Reputation: 69
I am working on a project using the NLTK toolkit. With the hardware I have, I am able to run the classifier object on a small data set. So, I divided the data into smaller chunks and running the classifier object in them while storing all these individual object in a pickle file.
Now for testing I need to have the whole object as one to get better result. So my question is how can I combine these objects into one.
objs = []
while True:
try:
f = open(picklename,"rb")
objs.extend(pickle.load(f))
f.close()
except EOFError:
break
Doing this does not work. And it gives the error TypeError: 'NaiveBayesClassifier' object is not iterable
.
NaiveBayesClassifier code :
classifier = nltk.NaiveBayesClassifier.train(training_set)
Upvotes: 0
Views: 174
Reputation: 91
I am not sure about the exact format of your data, but you can not simply merge different classifiers.

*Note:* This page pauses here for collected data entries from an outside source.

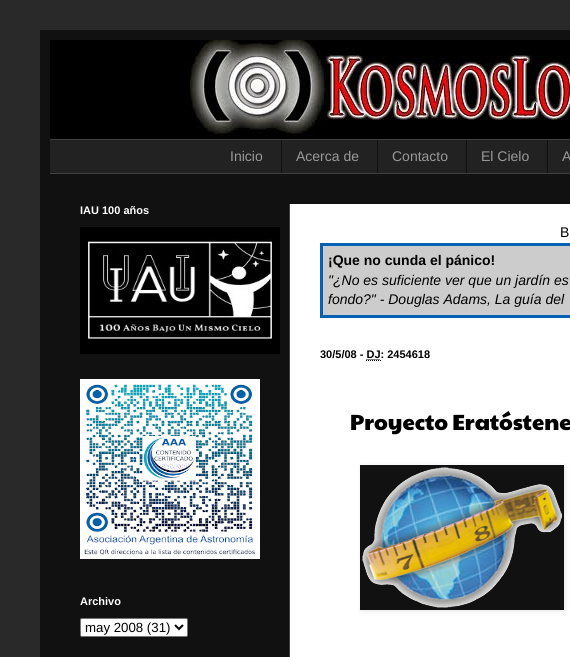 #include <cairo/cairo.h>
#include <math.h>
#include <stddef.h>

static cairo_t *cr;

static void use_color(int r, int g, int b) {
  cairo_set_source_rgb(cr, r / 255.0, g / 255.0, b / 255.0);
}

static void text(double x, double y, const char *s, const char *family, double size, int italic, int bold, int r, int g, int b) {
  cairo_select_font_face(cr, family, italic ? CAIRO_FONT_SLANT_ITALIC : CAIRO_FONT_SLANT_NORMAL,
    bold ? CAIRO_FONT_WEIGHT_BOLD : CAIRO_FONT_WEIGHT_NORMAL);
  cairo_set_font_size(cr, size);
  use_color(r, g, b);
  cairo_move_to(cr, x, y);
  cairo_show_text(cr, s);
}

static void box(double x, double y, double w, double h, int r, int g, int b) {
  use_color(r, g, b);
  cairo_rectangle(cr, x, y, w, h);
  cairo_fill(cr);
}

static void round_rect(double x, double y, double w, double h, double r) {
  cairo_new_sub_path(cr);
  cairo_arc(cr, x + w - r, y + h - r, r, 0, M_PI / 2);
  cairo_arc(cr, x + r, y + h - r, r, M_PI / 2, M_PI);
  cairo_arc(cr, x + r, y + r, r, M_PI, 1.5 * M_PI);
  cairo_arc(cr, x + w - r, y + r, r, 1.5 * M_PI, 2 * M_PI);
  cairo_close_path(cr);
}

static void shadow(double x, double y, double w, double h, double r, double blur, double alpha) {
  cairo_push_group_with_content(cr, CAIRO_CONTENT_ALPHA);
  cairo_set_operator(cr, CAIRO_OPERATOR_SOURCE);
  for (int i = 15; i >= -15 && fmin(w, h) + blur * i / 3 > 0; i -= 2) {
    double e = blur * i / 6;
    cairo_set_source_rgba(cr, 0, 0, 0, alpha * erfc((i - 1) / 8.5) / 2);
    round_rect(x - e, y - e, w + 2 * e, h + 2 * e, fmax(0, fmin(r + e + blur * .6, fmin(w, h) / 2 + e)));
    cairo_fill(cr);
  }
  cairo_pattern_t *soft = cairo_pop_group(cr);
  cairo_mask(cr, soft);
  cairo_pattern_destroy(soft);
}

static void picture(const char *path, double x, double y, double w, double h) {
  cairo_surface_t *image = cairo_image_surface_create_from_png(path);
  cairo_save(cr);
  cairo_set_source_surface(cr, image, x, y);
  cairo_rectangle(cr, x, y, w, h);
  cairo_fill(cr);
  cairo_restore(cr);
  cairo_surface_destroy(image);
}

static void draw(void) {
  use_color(41, 41, 41);
  cairo_paint(cr);
  box(40, 30, 530, 627, 17, 17, 17);
  picture("img_01.png", 50, 40, 520, 99);
  box(50, 140, 520, 33, 34, 34, 34);
  box(50, 139, 520, 1, 64, 64, 64);
  box(50, 173, 520, 1, 64, 64, 64);
  box(281, 140, 1, 33, 17, 17, 17);
  box(377, 140, 1, 33, 17, 17, 17);
  box(466, 140, 1, 33, 17, 17, 17);
  box(547, 140, 1, 33, 17, 17, 17);
  box(289, 204, 1, 453, 64, 64, 64);
  picture("img_02.png", 80, 227, 200, 127);
  picture("img_03.png", 80, 379, 180, 180);
  use_color(255, 255, 255);
  round_rect(80.5, 618.5, 107, 18, 1.5);
  cairo_fill_preserve(cr);
  use_color(118, 118, 118);
  cairo_set_line_width(cr, 1);
  cairo_stroke(cr);
  cairo_new_path(cr);
  cairo_move_to(cr, 175, 625);
  cairo_line_to(cr, 179, 629);
  cairo_line_to(cr, 183, 625);
  use_color(0, 0, 0);
  cairo_set_line_width(cr, 2);
  cairo_stroke(cr);
  box(290, 204, 280, 453, 255, 255, 255);
  use_color(204, 204, 204);
  cairo_rectangle(cr, 321.5, 244.5, 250, 72);
  cairo_fill_preserve(cr);
  use_color(4, 98, 181);
  cairo_set_line_width(cr, 3);
  cairo_stroke(cr);
  cairo_new_path(cr);
  cairo_move_to(cr, 366, 360.5);
  cairo_line_to(cr, 381, 360.5);
  cairo_move_to(cr, 366.5, 359.5);
  cairo_line_to(cr, 380.5, 359.5);
  use_color(0, 0, 0);
  cairo_set_line_width(cr, 1);
  cairo_set_dash(cr, (double[]){1, 1}, 2, 0);
  cairo_stroke(cr);
  use_color(0, 0, 0);
  shadow(361, 466, 204, 145, 0, 2.5, 0.1);
  box(360, 465, 204, 145, 17, 17, 17);
  picture("img_04.png", 362, 467, 200, 141);
  text(230, 161, "Inicio", "Liberation Sans", 14, 0, 0, 153, 153, 153);
  text(296, 161, "Acerca de", "Liberation Sans", 14, 0, 0, 153, 153, 153);
  text(392, 161, "Contacto", "Liberation Sans", 14, 0, 0, 153, 153, 153);
  text(481, 161, "El Cielo", "Liberation Sans", 14, 0, 0, 153, 153, 153);
  text(562, 161, "A", "Liberation Sans", 14, 0, 0, 153, 153, 153);
  text(80, 214, "IAU 100 años", "Liberation Sans", 11, 0, 1, 255, 255, 255);
  text(80, 605, "Archivo", "Liberation Sans", 11, 0, 1, 255, 255, 255);
  text(85, 632, "may 2008 (31)", "Liberation Sans", 13.25, 0, 0, 0, 0, 0);
  text(560, 237, "B", "Liberation Sans", 14, 0, 0, 0, 0, 0);
  text(328, 265, "¡Que no cunda el pánico!", "Liberation Sans", 14, 0, 1, 0, 0, 0);
  text(328, 285, "\"¿No es suficiente ver que un jardín es", "Liberation Sans", 14, 1, 0, 0, 0, 0);
  text(328, 304, "fondo?\" - Douglas Adams, La guía del", "Liberation Sans", 14, 1, 0, 0, 0, 0);
  text(320, 358, "30/5/08 - DJ: 2454618", "Liberation Sans", 11, 0, 1, 0, 0, 0);
  text(350, 430, "Proyecto Eratóstene", "Paytone One", 22, 0, 0, 0, 0, 0);
}

int main(void) {
  cairo_surface_t *surface = cairo_image_surface_create(CAIRO_FORMAT_RGB24, 570, 657);
  cr = cairo_create(surface);
  cairo_font_options_t *options = cairo_font_options_create();
  cairo_font_options_set_hint_metrics(options, CAIRO_HINT_METRICS_OFF);
  cairo_font_options_set_hint_style(options, CAIRO_HINT_STYLE_NONE);
  cairo_set_font_options(cr, options);
  cairo_set_miter_limit(cr, 4);
  draw();
  cairo_surface_write_to_png(surface, "out.png");
  cairo_font_options_destroy(options);
  cairo_destroy(cr);
  cairo_surface_destroy(surface);
  return 0;
}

The Naive Bayes classifier stores a probability distribution based on the data it was trained on, and you can not merge probability distributions without access to the original data.
If you look at the source code here: http://www.nltk.org/_modules/nltk/classify/naivebayes.html an instance of the classifier stores:
self._label_probdist = label_probdist
self._feature_probdist = feature_probdist
these are calculated in the train method using relative frequency counts. (e.g P(L_1) = (# of L1 in training set) / (# labels in training set). To combine the two, you would want to get (# of L1 in Train 1 + Train 2)/(# of labels in T1 + T2).
However, the naive bayes procedure isn't too hard to implement from scratch, especially if you follow the 'train' source code in the link above. Here is an outline, using the NaiveBayes source code
Store 'FreqDist' objects for each subset of the data for the labels and features.
label_freqdist = FreqDist()
feature_freqdist = defaultdict(FreqDist)
feature_values = defaultdict(set)
fnames = set()
# Count up how many times each feature value occurred, given
# the label and featurename.
for featureset, label in labeled_featuresets:
label_freqdist[label] += 1
for fname, fval in featureset.items():
# Increment freq(fval|label, fname)
feature_freqdist[label, fname][fval] += 1
# Record that fname can take the value fval.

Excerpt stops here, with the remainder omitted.